Just did a google search via the reporting mark TCMX. Looks like TCMX 44530, but in the video the car looks black. In this photo the car is blue.

According to this website it is a Covered Gondola. Operated by Transportation Company of America

http://railfan.ca/cgi-bin/view.cgi?image=Scotch_Block_13.01.06_2211.jpg


----------



## xrunner (Jul 29, 2011)

Thanks all.



hoscale37 said:


> Just did a google search via the reporting mark TCMX. Looks like TCMX 44530, but in the video the car looks black. In this photo the car is blue.
> 
> According to this website it is a Covered Gondola. Operated by Transportation Company of America
> 
> http://railfan.ca/cgi-bin/view.cgi?image=Scotch_Block_13.01.06_2211.jpg


I have never seen a covered gondola car before, so that's interesting. I have never seen an N scale model of one either. What is it used for? What does it carry that has to be covered, that would have to be dumped into a gondola?


----------



## Canadian Car Knocker (Feb 8, 2011)

The TCMX (CIT Group) Gondola is s heavier duty covered Gondola. I think those ones are used to haul metal products ( could be wrong) they were built by Thrall Car back in the 80's. CN also has it's own fleet of Covered gondolas. Although most of them just have a fiberglass lid and are used for hauling mining concentrate.


----------



## NIMT (Jan 6, 2011)

The reason the sides are so heavily reinforced is because it a drop end gondola (ends open up like the tail gate of a truck), they normally use those for heavy steel that is loaded from the ends on rollers.
Usually unoiled or unpainted so cover is to keep it from getting wet and surface rusting or pitting.
The top is also very heavy to reinforce the sides.


----------



## THE TYCO MAN (Aug 23, 2011)

I believe a gondola could have ribs added or use a rib-side woodchip gondola and chop the sides down.


----------



## xrunner (Jul 29, 2011)

NIMT said:


> Usually unoiled or unpainted so cover is to keep it from getting wet and surface rusting or pitting.

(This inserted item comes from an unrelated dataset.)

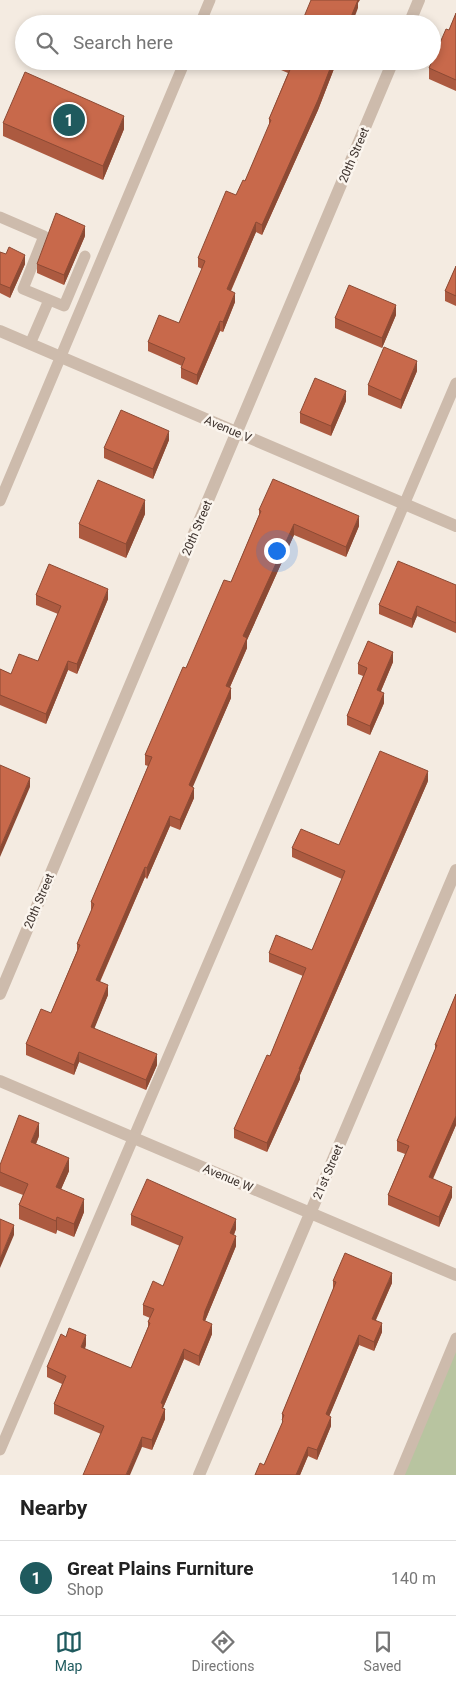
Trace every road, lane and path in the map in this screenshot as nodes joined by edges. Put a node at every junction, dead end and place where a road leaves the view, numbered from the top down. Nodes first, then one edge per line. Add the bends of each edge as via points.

OK, makes a lot of sense. Thanks for the fast info guys :thumbsup:


----------



## Southern (Nov 17, 2008)

Thanks NIMT now I know what to put in these.


----------



## Canadian Car Knocker (Feb 8, 2011)

NIMT said:


> The reason the sides are so heavily reinforced is because it a drop end gondola (ends open up like the tail gate of a truck), they normally use those for heavy steel that is loaded from the ends on rollers.
> Usually unoiled or unpainted so cover is to keep it from getting wet and surface rusting or pitting.
> The top is also very heavy to reinforce the sides.


Are you sure there drop end gates? I'm not saying your wrong and I'm right (far from it) but they look like fixed end gates.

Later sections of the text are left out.